Saturday, May 7, 2011

More TV

We called the estate agent (that's what they call realtors around here) about the TV antenna. She wasn't very encouraging, but the very next day the landlord sent an antenna guy around. So now we have a nice, new digital antenna on the roof.

Since this is Hi-Def digital TV, the fact that American TVs use NTSC and Aussie TVs use PAL no longer matters. Except. Apparently, the American Hi-Def standard is also different. I plugged the PS3 directly in my Samsung, and everything worked fine. Until I put in a DVD. Then I got "Mode not supported."

Hmph. I guess I need my converter box after all. It's also a TV tuner, with nine different standards... but none of them are Hi-Def. Seriously, the brand-new international tuner box I bought last year will be obsolete next year.

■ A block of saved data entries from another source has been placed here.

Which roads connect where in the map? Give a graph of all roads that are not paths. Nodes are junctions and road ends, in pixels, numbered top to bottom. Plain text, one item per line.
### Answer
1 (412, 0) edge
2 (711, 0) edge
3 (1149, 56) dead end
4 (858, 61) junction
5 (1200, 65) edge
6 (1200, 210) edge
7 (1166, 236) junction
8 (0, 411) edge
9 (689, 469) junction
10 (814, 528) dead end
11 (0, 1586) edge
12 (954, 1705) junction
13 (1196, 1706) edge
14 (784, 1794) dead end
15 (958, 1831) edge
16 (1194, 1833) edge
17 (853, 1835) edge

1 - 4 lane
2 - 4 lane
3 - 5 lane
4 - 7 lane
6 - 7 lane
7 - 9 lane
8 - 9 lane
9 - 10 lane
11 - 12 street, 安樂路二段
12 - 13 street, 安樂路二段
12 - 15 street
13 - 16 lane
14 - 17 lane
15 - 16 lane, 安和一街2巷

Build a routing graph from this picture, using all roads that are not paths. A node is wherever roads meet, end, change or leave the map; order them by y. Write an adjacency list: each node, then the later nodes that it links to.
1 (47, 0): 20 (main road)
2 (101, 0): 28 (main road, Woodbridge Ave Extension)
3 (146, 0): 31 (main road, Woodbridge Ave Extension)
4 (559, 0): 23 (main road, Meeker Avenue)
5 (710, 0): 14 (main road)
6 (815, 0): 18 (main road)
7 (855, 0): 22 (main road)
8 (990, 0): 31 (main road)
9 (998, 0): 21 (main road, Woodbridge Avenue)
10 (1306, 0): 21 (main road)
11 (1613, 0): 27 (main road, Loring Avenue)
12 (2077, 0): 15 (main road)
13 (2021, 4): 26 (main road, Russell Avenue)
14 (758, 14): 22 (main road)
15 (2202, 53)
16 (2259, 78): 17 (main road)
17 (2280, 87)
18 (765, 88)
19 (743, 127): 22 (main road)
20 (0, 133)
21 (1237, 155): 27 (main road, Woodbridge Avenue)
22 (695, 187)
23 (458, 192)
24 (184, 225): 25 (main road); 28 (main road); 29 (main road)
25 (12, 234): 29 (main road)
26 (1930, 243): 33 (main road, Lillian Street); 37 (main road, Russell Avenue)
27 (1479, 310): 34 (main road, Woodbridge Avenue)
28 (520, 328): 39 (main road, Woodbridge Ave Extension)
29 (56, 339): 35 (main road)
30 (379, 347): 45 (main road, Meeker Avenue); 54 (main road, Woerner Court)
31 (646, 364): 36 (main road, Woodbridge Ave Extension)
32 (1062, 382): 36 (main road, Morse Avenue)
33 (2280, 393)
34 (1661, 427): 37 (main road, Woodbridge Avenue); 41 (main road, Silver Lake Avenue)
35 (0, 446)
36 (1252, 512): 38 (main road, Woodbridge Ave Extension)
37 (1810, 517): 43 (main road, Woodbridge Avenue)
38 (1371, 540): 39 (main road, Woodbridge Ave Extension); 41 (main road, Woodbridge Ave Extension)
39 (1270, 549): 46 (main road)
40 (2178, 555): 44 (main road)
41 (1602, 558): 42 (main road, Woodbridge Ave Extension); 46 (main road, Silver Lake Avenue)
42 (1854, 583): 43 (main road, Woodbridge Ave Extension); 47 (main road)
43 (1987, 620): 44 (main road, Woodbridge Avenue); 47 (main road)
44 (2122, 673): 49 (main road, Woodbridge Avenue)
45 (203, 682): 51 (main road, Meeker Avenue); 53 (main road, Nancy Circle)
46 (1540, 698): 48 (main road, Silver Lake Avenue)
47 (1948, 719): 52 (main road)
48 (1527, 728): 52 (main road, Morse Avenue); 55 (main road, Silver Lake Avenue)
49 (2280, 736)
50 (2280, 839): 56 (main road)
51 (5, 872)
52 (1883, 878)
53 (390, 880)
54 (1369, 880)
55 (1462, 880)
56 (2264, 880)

We went down to JB Hi-Fi to get a tuner box and possibly a DVR, so we can record the Daily Show and watch it later (like, the next day. Just to be ironic). This time, instead of buying anything, I poured out my tale of woe to the poor clerk. As soon as I said PS3, he took his hand off the $400 box and sent me to the game section.

The clerk there sold me a Sony PlayTV rig. It's a box the size of a cigarette box and connects to the PS3 via a USB cable. That's right, every DVR box has a dozen connections on the back - HDMI, Co-Axial, Component, maybe even Optical, and all you need is USB. It's all just data, people! (By people I mean electrical engineers, an admittedly unusual use of the word.) He said it was only $140. Sara took one off the shelf and said, "But this one is marked $124."

He took it, scanned it, frowned, and said, "Don't tell anyone else." While he corrected the prices on the rest of them, we went to check out. He found us in the checkout line and warned me that some people had complained of reception problems, so that might be an issue.

Man, I love that store.

Anyway we now have 27 channels... and nothing on. The Daily Show stopped being shown on ABC and went back to the Comedy channel. Half the rest of the channels are repeats (the networks are hogging bandwith for future expansion) or sport. Aussies are nuts about sport.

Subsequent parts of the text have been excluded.